WB: Do you think that right now, in 2011, the United States is missing any chances to create the kind of growth that would, for instance, reduce joblessness?
GWK: I’m afraid that the United States is not taking advantage of the aftermath of crisis to put the development process on the right track. American cohabitation—Democrats in the White House and a Republican majority in the House of Representatives—doesn’t make necessary structural reforms, re-institutionalization, or re-regulation any easier. But beyond the two- or four-year electoral cycle, on the scale of decades, the country needs not just commitment to the right policies and regulatory environment, but also changes to the triangle of values, institutions, and policies in ways I describe in my book. This must happen in America as well as in other countries. The alternative is failure. The U.S. can continue to be the great success story, but not if it sticks to the erroneous neoliberal (or, in American jargon, neoconservative) policies of the last two or three decades. In such serious times, thinking in terms of parties—any kind of "party"—is an unaffordable luxury. This is the time to be progressive and pragmatic, both domestically and globally.

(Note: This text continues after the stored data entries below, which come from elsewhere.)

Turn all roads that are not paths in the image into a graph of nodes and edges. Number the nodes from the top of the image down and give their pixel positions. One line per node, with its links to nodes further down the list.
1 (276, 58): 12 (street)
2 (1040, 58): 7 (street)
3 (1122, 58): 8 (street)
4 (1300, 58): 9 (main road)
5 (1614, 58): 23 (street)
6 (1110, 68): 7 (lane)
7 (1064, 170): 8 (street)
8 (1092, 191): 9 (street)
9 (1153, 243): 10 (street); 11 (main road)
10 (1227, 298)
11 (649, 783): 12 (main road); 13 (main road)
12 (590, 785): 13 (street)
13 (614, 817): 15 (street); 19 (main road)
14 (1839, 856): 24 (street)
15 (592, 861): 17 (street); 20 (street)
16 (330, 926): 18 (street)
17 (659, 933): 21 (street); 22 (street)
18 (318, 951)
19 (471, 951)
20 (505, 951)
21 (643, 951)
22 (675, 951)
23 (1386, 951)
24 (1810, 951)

WB: For quite a few years, and especially since 2008, we have been hearing talk of decline. Do you think that people in, let us say, 2030 will be looking back on the good old days of 2011, or will they scratch their heads about all the mistakes we were making? Can you identify key decisions that could determine whether the coming decades are as good as they could be?
GWK: Within ten or twenty years there could be an Even Grander Crisis, to use the phrase I’ve coined in Truth, Errors, and Lies. This could happen if orders come from the bridge to "stay the free market course and ignore the state." It may happen if there’s another worldwide financial crisis, perhaps originating in China or sparked off by a stupid currency war, conceivably coinciding with a climate crisis and the loss of control over migration from countries that remain poor. Not to mention the jokers in the pack like nuclear terrorism. Such events, including even the nastiest ones, can occur simultaneously. If they do, we’ll be in dire straits and 2011 will look wonderful in hindsight.

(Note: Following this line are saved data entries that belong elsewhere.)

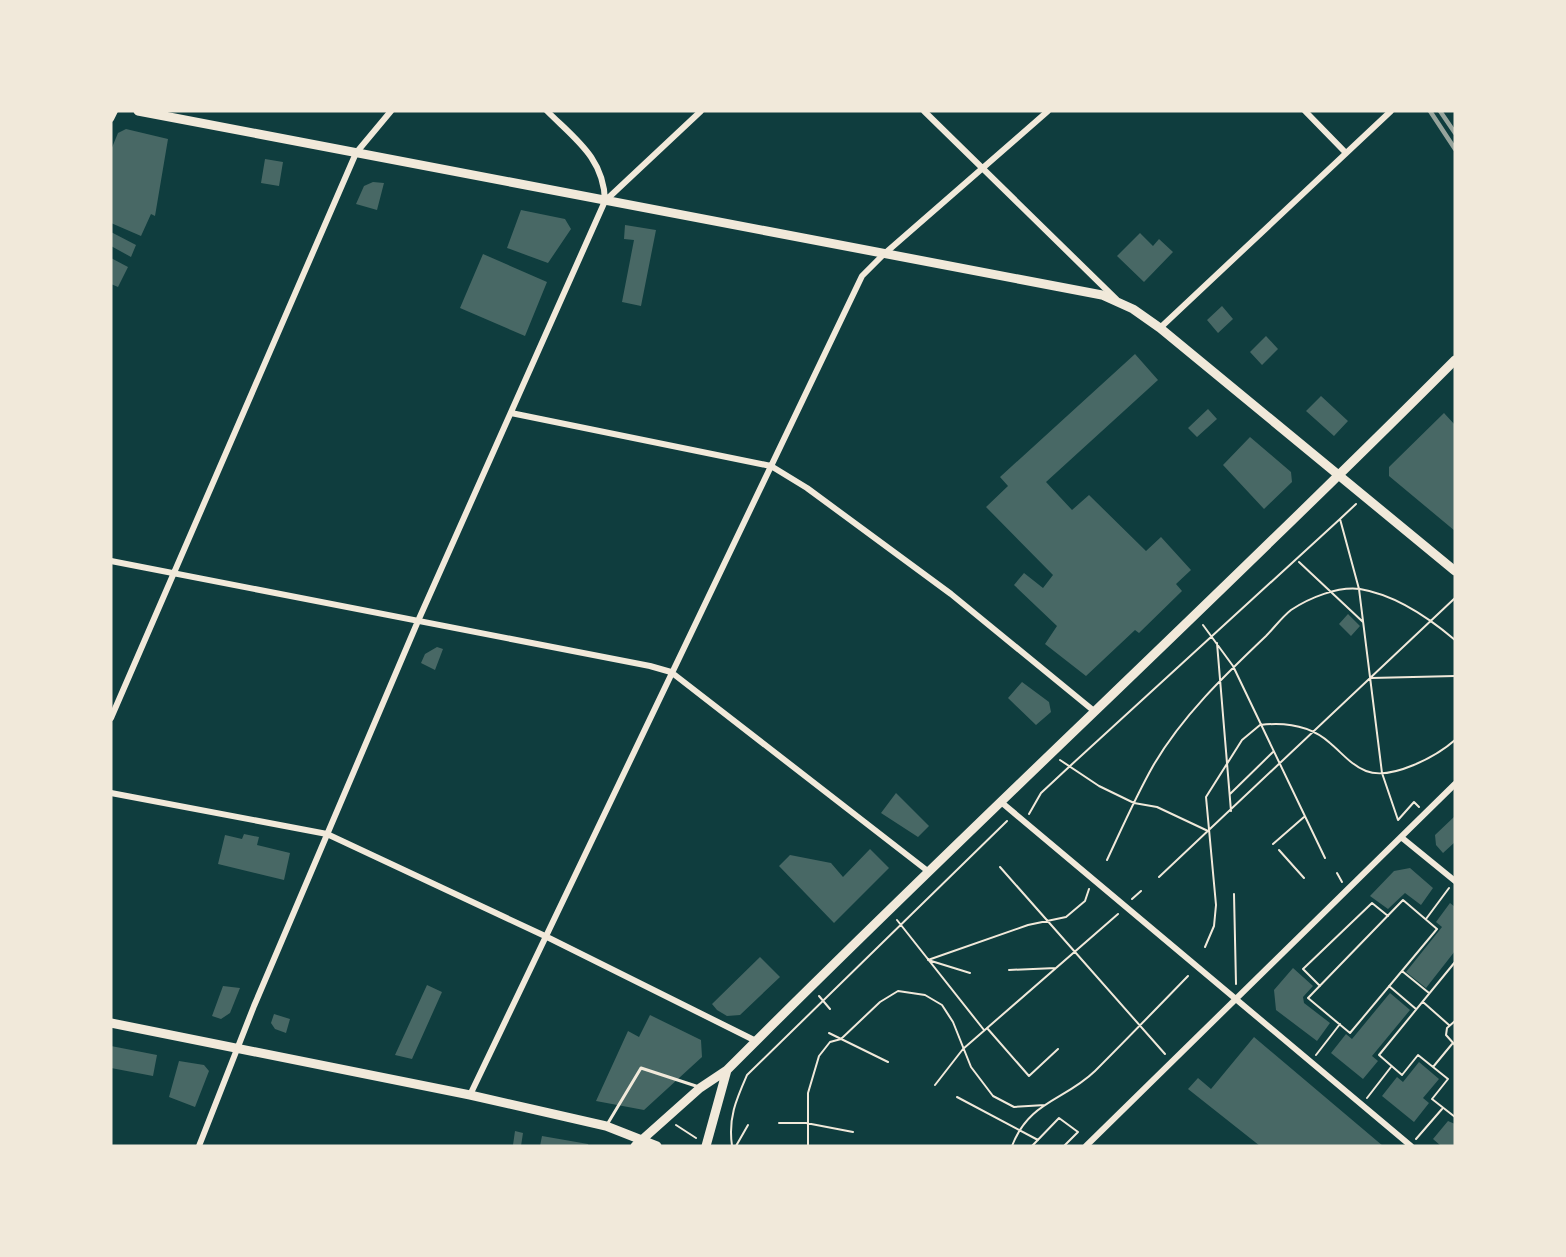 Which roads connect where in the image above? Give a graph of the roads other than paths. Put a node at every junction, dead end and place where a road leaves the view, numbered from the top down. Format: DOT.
graph roads {
  1 [pos="115,111"];
  2 [pos="138,111"];
  3 [pos="391,111"];
  4 [pos="547,111"];
  5 [pos="701,111"];
  6 [pos="924,111"];
  7 [pos="1048,111"];
  8 [pos="1305,111"];
  9 [pos="1390,111"];
  10 [pos="111,119"];
  11 [pos="1345,152"];
  12 [pos="356,153"];
  13 [pos="983,168"];
  14 [pos="605,201"];
  15 [pos="883,255"];
  16 [pos="1119,302"];
  17 [pos="1160,328"];
  18 [pos="1455,360"];
  19 [pos="511,413"];
  20 [pos="771,466"];
  21 [pos="1340,476"];
  22 [pos="111,561"];
  23 [pos="1455,571"];
  24 [pos="174,575"];
  25 [pos="418,621"];
  26 [pos="671,672"];
  27 [pos="1094,711"];
  28 [pos="111,718"];
  29 [pos="1455,784"];
  30 [pos="111,793"];
  31 [pos="1000,802"];
  32 [pos="327,834"];
  33 [pos="1401,837"];
  34 [pos="929,872"];
  35 [pos="1455,881"];
  36 [pos="545,936"];
  37 [pos="1236,999"];
  38 [pos="111,1023"];
  39 [pos="756,1041"];
  40 [pos="237,1049"];
  41 [pos="727,1070"];
  42 [pos="700,1088"];
  43 [pos="470,1095"];
  44 [pos="606,1126"];
  45 [pos="639,1142"];
  46 [pos="706,1145"];
  47 [pos="200,1146"];
  48 [pos="657,1146"];
  49 [pos="1086,1146"];
  50 [pos="1411,1146"];
  1 -- 10 [label="street"];
  2 -- 12 [label="main road"];
  3 -- 12 [label="street"];
  4 -- 14 [label="street"];
  5 -- 14 [label="street"];
  6 -- 13 [label="street"];
  7 -- 13 [label="street"];
  8 -- 11 [label="street"];
  9 -- 11 [label="street"];
  11 -- 17 [label="street"];
  12 -- 14 [label="main road"];
  12 -- 24 [label="street"];
  13 -- 15 [label="street"];
  13 -- 16 [label="street"];
  14 -- 15 [label="main road"];
  14 -- 19 [label="street"];
  15 -- 16 [label="main road"];
  15 -- 20 [label="street"];
  16 -- 17 [label="main road"];
  17 -- 21 [label="main road"];
  18 -- 21 [label="main road"];
  19 -- 20 [label="street"];
  19 -- 25 [label="street"];
  20 -- 26 [label="street"];
  20 -- 27 [label="street"];
  21 -- 23 [label="main road"];
  21 -- 27 [label="main road"];
  22 -- 24 [label="street"];
  24 -- 25 [label="street"];
  24 -- 28 [label="street"];
  25 -- 26 [label="street"];
  25 -- 32 [label="street"];
  26 -- 34 [label="street"];
  26 -- 36 [label="street"];
  27 -- 31 [label="main road"];
  29 -- 33 [label="street"];
  30 -- 32 [label="street"];
  31 -- 34 [label="main road"];
  31 -- 37 [label="street"];
  32 -- 36 [label="street"];
  32 -- 40 [label="street"];
  33 -- 35 [label="street"];
  33 -- 37 [label="street"];
  34 -- 39 [label="main road"];
  36 -- 39 [label="street"];
  36 -- 43 [label="street"];
  37 -- 49 [label="street"];
  37 -- 50 [label="street"];
  38 -- 40 [label="main road"];
  39 -- 41 [label="main road"];
  40 -- 43 [label="main road"];
  40 -- 47 [label="street"];
  41 -- 42 [label="main road"];
  41 -- 46 [label="main road"];
  42 -- 44 [label="lane"];
  42 -- 45 [label="main road"];
  43 -- 44 [label="main road"];
  44 -- 45 [label="main road"];
  45 -- 48 [label="main road"];
}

But there is a positive alternative to such a bleak scenario: new pragmatism and more balanced planetary progress. After two decades of equitable growth and sustained development the world of 2030 could breathe, work, and walk forward more easily, in which case 2011 will be remembered as one more year in the regrettable past.
So why not change course? American actions are crucial, but to an increasing degree things depend on China and other big emerging markets, on the decisions and policy coordination of the G-2, G-8, G-20, and the G-193. But first things first. We need a theory to lay the ground for practice. Do we have one? I’m sharing my proposals. Second, we need intellectual, political, and business leaders capable of acting pro publico mundiale bono. Do we have them? We might find them, if only we look in the right direction. Third, we need time, a lot of time. 2011 is merely another blink of the eye in our long quest for a better future. We might get there.
I don’t have a philosopher’s magical stone for the salvation of the world and civilization. However, I do have certain thoughts, which I share on the pages of Truth, Errors, and Lies: Politics and Economics in a Volatile World, pointing to a sensible way forward. It must rely on post-GDP economics, since we are already in the post-GDP world. It must be heterodox. It must be eclectic. Albert Einstein said that thinking has a big future. I argue that interdisciplinary thinking has a great future.